2014-11-16 08:33:15

by Fabian Frédérick

[permalink] [raw]
Subject: frequent lockups in 3.18rc4: revert suggestion

Hi Dave,

        I was reading your report
http://marc.info/?l=linux-kernel&m=141600070111887&w=2

        Have you tried reverting the following patches (all from rc1) ?
       
        c6f4459 v3.18-rc1 smp: Add new wake_up_all_idle_cpus() function
        bb964a9 v3.18-rc1 kernel misc: Replace __get_cpu_var uses
        2ed903c v3.18-rc1 cpuidle: Use wake_up_all_idle_cpus() to wake up all
idle cpus

Regards,
Fabian


2014-11-16 20:03:07

by Linus Torvalds

[permalink] [raw]
Subject: Re: frequent lockups in 3.18rc4: revert suggestion

On Sun, Nov 16, 2014 at 12:33 AM, Fabian Frederick <[email protected]> wrote:
>
> Have you tried reverting the following patches (all from rc1) ?

Hmm. Any particular reason you're looking at those?

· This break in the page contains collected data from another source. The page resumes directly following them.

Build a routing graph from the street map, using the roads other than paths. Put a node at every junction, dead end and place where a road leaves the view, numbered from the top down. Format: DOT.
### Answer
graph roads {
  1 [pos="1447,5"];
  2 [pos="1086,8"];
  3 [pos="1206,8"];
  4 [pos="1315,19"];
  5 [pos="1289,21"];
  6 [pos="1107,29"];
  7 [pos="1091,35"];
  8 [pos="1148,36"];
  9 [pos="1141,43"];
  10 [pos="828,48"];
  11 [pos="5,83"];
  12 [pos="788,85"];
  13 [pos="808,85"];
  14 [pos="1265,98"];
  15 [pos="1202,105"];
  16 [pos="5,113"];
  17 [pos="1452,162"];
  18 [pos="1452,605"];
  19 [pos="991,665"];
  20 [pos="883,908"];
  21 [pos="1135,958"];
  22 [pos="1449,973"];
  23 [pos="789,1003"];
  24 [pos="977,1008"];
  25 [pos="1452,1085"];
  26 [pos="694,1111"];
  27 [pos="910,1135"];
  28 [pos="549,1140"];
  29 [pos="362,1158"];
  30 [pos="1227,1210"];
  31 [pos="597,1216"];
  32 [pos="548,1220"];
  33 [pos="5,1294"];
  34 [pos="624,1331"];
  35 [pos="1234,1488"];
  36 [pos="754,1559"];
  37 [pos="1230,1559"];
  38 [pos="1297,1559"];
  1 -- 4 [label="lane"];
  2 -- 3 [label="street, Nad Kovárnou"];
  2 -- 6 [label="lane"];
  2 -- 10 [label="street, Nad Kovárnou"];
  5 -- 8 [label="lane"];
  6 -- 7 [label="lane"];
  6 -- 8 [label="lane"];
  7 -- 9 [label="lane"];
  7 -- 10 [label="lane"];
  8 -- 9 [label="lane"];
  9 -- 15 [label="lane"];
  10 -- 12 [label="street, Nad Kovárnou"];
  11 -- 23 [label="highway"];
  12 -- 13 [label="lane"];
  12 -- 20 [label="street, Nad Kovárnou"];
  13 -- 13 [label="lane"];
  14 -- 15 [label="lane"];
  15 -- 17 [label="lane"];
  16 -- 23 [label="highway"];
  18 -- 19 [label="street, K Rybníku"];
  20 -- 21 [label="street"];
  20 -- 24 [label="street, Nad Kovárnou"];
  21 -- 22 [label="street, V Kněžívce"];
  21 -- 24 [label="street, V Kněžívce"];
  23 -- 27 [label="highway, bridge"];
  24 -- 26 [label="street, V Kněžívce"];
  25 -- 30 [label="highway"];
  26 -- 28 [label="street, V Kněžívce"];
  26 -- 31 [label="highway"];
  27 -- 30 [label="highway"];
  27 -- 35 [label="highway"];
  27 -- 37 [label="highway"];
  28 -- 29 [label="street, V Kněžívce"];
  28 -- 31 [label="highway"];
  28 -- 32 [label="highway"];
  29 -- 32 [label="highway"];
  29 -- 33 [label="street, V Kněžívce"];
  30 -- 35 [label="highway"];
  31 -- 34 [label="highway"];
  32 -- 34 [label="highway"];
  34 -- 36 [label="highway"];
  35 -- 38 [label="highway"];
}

> c6f4459 v3.18-rc1 smp: Add new wake_up_all_idle_cpus() function
> bb964a9 v3.18-rc1 kernel misc: Replace __get_cpu_var uses
> 2ed903c v3.18-rc1 cpuidle: Use wake_up_all_idle_cpus() to wake up all idle cpus

It does strike me that the reschedule IPI is somewhat special in that
we don't try to serialize it at all, on the grounds that a lost IPI is
ok (ie smp_send_reschedule() is very much a special case of IPI). Or
am I mis-remembering? Does that series end up adding a lot more of
those things, rather than using the normal smp_call_function().

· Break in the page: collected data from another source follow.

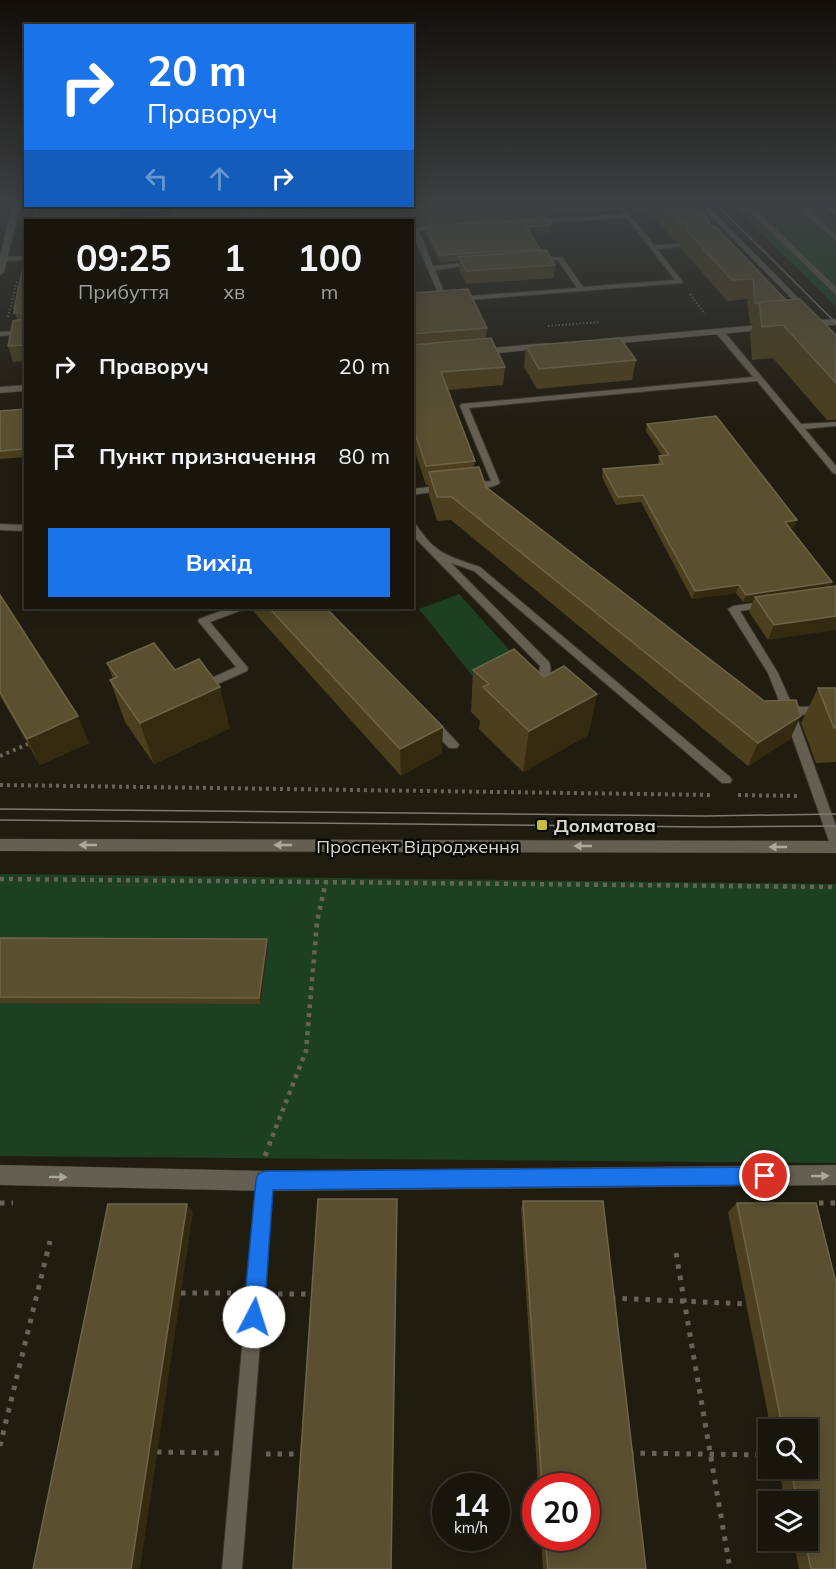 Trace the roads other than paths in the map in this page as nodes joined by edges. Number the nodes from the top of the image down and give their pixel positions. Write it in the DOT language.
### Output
graph roads {
  1 [pos="433,275"];
  2 [pos="571,275"];
  3 [pos="675,275"];
  4 [pos="772,275"];
  5 [pos="818,275"];
  6 [pos="580,290"];
  7 [pos="836,292"];
  8 [pos="444,300"];
  9 [pos="431,301"];
  10 [pos="836,322"];
  11 [pos="819,323"];
  12 [pos="719,331"];
  13 [pos="24,332"];
  14 [pos="2,333"];
  15 [pos="836,341"];
  16 [pos="589,343"];
  17 [pos="554,346"];
  18 [pos="471,353"];
  19 [pos="756,379"];
  20 [pos="24,388"];
  21 [pos="0,390"];
  22 [pos="836,424"];
  23 [pos="798,427"];
  24 [pos="836,471"];
  25 [pos="460,487"];
  26 [pos="448,488"];
  27 [pos="414,492"];
  28 [pos="0,527"];
  29 [pos="24,528"];
  30 [pos="415,537"];
  31 [pos="438,556"];
  32 [pos="778,602"];
  33 [pos="235,609"];
  34 [pos="543,681"];
  35 [pos="211,683"];
  36 [pos="836,710"];
  37 [pos="789,711"];
  38 [pos="426,717"];
  39 [pos="453,745"];
  40 [pos="726,780"];
  41 [pos="0,844"];
  42 [pos="836,846"];
  43 [pos="0,1175"];
  44 [pos="836,1175"];
  45 [pos="265,1180"];
  46 [pos="232,1569"];
  1 -- 8 [label="lane"];
  2 -- 6 [label="lane"];
  3 -- 6 [label="lane"];
  4 -- 11 [label="main road"];
  5 -- 7 [label="main road"];
  6 -- 8 [label="lane"];
  8 -- 9 [label="lane"];
  10 -- 11 [label="main road"];
  11 -- 12 [label="main road"];
  11 -- 15 [label="main road"];
  12 -- 16 [label="main road"];
  12 -- 19 [label="lane"];
  13 -- 14 [label="lane"];
  17 -- 18 [label="main road"];
  19 -- 23 [label="lane"];
  19 -- 25 [label="lane"];
  20 -- 21 [label="main road"];
  22 -- 23 [label="lane"];
  23 -- 24 [label="lane"];
  26 -- 27 [label="lane"];
  28 -- 29 [label="lane"];
  30 -- 31 [label="lane"];
  31 -- 34 [label="lane"];
  31 -- 40 [label="lane"];
  32 -- 37 [label="lane"];
  33 -- 35 [label="lane"];
  36 -- 37 [label="lane"];
  37 -- 42 [label="lane"];
  38 -- 39 [label="lane"];
  42 -- 41 [label="main road, Проспект Відродження, one-way"];
  43 -- 45 [label="main road, one-way"];
  45 -- 44 [label="main road, one-way"];
  45 -- 46 [label="lane"];
}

The normal smp_function_mask() thing tries to make sure only one entry
is ever active at a time (even a non-blocking one will use the whole
"queue it on a llist, only send the IPI if the llist was empty", so
this is not about the IPI's being synchronous). The rescheduling
thing is rather special, isn't it.

The softlockup thing *did* look like some IPI got lost. Could an IPI
overflow on the RESCHEDULE_VECTOR end up affecting other vectors? It's
been too long since I worked with the APIC (and by "too long", I
obviously mean "thank God I haven't had to" ;^) but there used to be
grouping of the vectors..

Maybe that is all barking up the wrong tree, but I'm wondering why
Fabian picked that particular set of commits. Fabian?

Linus

2014-11-16 20:42:07

by Fabian Frédérick

[permalink] [raw]
Subject: Re: frequent lockups in 3.18rc4: revert suggestion



> On 16 November 2014 at 21:03 Linus Torvalds <[email protected]>
> wrote:
>
>
> On Sun, Nov 16, 2014 at 12:33 AM, Fabian Frederick <[email protected]> wrote:
> >
> >         Have you tried reverting the following patches (all from rc1) ?
>
> Hmm. Any particular reason you're looking at those?
>
> >         c6f4459 v3.18-rc1 smp: Add new wake_up_all_idle_cpus() function
> >         bb964a9 v3.18-rc1 kernel misc: Replace __get_cpu_var uses
> >         2ed903c v3.18-rc1 cpuidle: Use wake_up_all_idle_cpus() to wake up
> >all idle cpus
>
> It does strike me that the reschedule IPI is somewhat special in that
> we don't try to serialize it at all, on the grounds that a lost IPI is
> ok (ie smp_send_reschedule() is very much a special case of IPI). Or
> am I mis-remembering? Does that series end up adding a lot more of
> those things, rather than using the normal smp_call_function().
>
> The normal smp_function_mask() thing tries to make sure only one entry
> is ever active at a time (even a non-blocking one will use the whole
> "queue it on a llist, only send the IPI if the llist was empty", so
> this is not about the IPI's being synchronous).  The rescheduling
> thing is rather special, isn't it.
>
> The softlockup thing *did* look like some IPI got lost. Could an IPI
> overflow on the RESCHEDULE_VECTOR end up affecting other vectors? It's
> been too long since I worked with the APIC (and by "too long", I
> obviously mean "thank God I haven't had to" ;^) but there used to be
> grouping of the vectors..
>
> Maybe that is all barking up the wrong tree, but I'm wondering why
> Fabian picked that particular set of commits. Fabian?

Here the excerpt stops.